For the word "roads", return each line of the data in which it occurs.
******************************
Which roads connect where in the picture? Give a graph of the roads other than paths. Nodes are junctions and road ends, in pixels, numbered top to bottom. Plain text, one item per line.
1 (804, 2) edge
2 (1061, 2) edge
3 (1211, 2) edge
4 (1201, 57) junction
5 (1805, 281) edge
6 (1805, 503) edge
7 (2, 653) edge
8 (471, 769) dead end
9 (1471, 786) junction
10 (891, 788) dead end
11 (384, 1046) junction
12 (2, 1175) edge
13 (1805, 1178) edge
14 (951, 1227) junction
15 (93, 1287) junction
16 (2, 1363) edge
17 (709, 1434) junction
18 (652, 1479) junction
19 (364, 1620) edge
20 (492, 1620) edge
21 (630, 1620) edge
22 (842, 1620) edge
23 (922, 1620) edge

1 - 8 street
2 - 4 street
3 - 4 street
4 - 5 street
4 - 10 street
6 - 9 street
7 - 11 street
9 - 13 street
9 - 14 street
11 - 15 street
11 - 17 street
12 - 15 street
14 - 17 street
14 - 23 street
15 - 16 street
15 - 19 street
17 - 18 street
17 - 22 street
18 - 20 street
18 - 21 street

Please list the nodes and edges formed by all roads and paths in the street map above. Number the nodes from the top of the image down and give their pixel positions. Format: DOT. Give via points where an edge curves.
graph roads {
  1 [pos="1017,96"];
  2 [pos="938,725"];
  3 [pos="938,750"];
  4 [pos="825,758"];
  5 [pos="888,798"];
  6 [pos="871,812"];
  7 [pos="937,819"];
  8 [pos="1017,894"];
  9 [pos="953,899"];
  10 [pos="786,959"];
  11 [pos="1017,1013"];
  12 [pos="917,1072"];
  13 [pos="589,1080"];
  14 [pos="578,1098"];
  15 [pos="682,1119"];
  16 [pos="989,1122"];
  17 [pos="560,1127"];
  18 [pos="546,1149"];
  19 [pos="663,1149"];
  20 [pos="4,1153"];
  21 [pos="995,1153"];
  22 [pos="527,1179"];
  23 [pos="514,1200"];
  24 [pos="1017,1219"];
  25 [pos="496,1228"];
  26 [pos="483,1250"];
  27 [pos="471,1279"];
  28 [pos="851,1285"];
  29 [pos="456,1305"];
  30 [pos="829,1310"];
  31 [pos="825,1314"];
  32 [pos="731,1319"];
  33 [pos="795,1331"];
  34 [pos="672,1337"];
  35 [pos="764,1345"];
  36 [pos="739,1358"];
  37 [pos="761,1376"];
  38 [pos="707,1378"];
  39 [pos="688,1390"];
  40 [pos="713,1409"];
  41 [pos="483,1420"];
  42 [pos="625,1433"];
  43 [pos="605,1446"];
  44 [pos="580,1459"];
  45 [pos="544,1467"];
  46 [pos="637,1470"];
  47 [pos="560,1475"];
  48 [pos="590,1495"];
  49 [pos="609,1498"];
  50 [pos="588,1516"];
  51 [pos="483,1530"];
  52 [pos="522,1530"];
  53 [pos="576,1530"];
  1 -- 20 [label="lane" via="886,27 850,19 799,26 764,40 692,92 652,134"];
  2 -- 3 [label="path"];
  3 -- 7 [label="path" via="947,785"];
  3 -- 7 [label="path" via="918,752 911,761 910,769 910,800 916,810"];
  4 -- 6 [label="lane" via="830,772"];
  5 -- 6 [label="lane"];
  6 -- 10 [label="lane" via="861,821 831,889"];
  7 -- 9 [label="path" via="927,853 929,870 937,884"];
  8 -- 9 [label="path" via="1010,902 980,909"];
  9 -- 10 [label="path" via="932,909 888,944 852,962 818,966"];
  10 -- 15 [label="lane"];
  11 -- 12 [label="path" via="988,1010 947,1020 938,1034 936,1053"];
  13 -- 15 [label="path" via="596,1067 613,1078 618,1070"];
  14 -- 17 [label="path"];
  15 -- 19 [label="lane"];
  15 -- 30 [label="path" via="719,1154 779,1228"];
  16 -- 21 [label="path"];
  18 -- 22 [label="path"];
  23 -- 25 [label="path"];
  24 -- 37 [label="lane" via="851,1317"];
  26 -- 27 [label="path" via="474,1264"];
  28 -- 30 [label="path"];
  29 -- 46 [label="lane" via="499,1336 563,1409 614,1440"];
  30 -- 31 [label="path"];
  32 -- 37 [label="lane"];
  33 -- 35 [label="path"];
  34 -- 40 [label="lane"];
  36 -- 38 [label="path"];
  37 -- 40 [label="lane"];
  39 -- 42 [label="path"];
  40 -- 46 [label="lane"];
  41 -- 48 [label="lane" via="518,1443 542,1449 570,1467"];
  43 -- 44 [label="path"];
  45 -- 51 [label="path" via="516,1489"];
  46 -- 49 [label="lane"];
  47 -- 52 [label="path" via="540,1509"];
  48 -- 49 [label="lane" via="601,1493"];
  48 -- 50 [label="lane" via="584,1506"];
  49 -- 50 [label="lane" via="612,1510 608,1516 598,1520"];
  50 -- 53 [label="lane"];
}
******************************
▶ **Reply**:
Which roads connect where in the picture? Give a graph of the roads other than paths. Nodes are junctions and road ends, in pixels, numbered top to bottom. Plain text, one item per line.
Please list the nodes and edges formed by all roads and paths in the street map above. Number the nodes from the top of the image down and give their pixel positions. Format: DOT. Give via points where an edge curves.
graph roads {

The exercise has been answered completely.